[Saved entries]
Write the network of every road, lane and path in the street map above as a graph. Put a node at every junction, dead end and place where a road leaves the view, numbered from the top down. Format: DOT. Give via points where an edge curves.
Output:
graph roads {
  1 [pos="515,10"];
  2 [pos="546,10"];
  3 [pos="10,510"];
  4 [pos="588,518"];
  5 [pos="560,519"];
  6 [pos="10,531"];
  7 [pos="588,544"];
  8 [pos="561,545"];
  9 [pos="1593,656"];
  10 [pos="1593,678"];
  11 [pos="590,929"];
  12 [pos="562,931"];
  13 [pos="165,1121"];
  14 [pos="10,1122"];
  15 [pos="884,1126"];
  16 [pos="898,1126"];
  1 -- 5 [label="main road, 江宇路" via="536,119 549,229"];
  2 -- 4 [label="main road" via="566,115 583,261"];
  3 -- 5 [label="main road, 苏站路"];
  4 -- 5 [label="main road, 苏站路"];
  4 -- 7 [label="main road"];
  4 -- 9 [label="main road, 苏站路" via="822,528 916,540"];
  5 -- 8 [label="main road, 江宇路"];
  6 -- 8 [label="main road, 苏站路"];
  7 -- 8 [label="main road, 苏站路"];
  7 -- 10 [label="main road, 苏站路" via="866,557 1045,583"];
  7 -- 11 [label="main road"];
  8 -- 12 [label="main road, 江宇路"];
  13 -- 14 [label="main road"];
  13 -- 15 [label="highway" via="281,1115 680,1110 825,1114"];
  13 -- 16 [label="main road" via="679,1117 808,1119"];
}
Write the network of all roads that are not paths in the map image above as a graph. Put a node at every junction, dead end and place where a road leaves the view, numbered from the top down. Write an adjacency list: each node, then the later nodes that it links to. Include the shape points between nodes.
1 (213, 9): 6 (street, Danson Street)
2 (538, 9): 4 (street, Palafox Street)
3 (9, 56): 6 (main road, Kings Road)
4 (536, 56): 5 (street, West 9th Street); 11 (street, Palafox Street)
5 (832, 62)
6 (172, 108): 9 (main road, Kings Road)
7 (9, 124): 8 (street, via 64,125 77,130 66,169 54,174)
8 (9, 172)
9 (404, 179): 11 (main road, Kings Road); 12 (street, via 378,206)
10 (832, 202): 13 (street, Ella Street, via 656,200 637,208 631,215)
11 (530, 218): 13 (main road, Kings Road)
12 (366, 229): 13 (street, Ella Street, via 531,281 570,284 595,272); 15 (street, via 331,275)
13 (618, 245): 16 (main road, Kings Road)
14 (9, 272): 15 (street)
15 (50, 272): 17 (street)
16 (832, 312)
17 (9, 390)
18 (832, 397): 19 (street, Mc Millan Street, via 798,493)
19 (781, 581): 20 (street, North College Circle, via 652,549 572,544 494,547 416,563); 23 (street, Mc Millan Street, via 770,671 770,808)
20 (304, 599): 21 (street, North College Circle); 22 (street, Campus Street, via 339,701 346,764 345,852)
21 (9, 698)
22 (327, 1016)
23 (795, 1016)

* _Problem to work on_: From the first line to the last, retype the records exactly.

* _Result of the task_:
Write the network of every road, lane and path in the street map above as a graph. Put a node at every junction, dead end and place where a road leaves the view, numbered from the top down. Format: DOT. Give via points where an edge curves.
Output:
graph roads {
  1 [pos="515,10"];
  2 [pos="546,10"];
  3 [pos="10,510"];
  4 [pos="588,518"];
  5 [pos="560,519"];
  6 [pos="10,531"];
  7 [pos="588,544"];
  8 [pos="561,545"];
  9 [pos="1593,656"];
  10 [pos="1593,678"];
  11 [pos="590,929"];
  12 [pos="562,931"];
  13 [pos="165,1121"];
  14 [pos="10,1122"];
  15 [pos="884,1126"];
  16 [pos="898,1126"];
  1 -- 5 [label="main road, 江宇路" via="536,119 549,229"];
  2 -- 4 [label="main road" via="566,115 583,261"];
  3 -- 5 [label="main road, 苏站路"];
  4 -- 5 [label="main road, 苏站路"];
  4 -- 7 [label="main road"];
  4 -- 9 [label="main road, 苏站路" via="822,528 916,540"];
  5 -- 8 [label="main road, 江宇路"];
  6 -- 8 [label="main road, 苏站路"];
  7 -- 8 [label="main road, 苏站路"];
  7 -- 10 [label="main road, 苏站路" via="866,557 1045,583"];
  7 -- 11 [label="main road"];
  8 -- 12 [label="main road, 江宇路"];
  13 -- 14 [label="main road"];
  13 -- 15 [label="highway" via="281,1115 680,1110 825,1114"];
  13 -- 16 [label="main road" via="679,1117 808,1119"];
}
Write the network of all roads that are not paths in the map image above as a graph. Put a node at every junction, dead end and place where a road leaves the view, numbered from the top down. Write an adjacency list: each node, then the later nodes that it links to. Include the shape points between nodes.
1 (213, 9): 6 (street, Danson Street)
2 (538, 9): 4 (street, Palafox Street)
3 (9, 56): 6 (main road, Kings Road)
4 (536, 56): 5 (street, West 9th Street); 11 (street, Palafox Street)
5 (832, 62)
6 (172, 108): 9 (main road, Kings Road)
7 (9, 124): 8 (street, via 64,125 77,130 66,169 54,174)
8 (9, 172)
9 (404, 179): 11 (main road, Kings Road); 12 (street, via 378,206)
10 (832, 202): 13 (street, Ella Street, via 656,200 637,208 631,215)
11 (530, 218): 13 (main road, Kings Road)
12 (366, 229): 13 (street, Ella Street, via 531,281 570,284 595,272); 15 (street, via 331,275)
13 (618, 245): 16 (main road, Kings Road)
14 (9, 272): 15 (street)
15 (50, 272): 17 (street)
16 (832, 312)
17 (9, 390)
18 (832, 397): 19 (street, Mc Millan Street, via 798,493)
19 (781, 581): 20 (street, North College Circle, via 652,549 572,544 494,547 416,563); 23 (street, Mc Millan Street, via 770,671 770,808)
20 (304, 599): 21 (street, North College Circle); 22 (street, Campus Street, via 339,701 346,764 345,852)
21 (9, 698)
22 (327, 1016)
23 (795, 1016)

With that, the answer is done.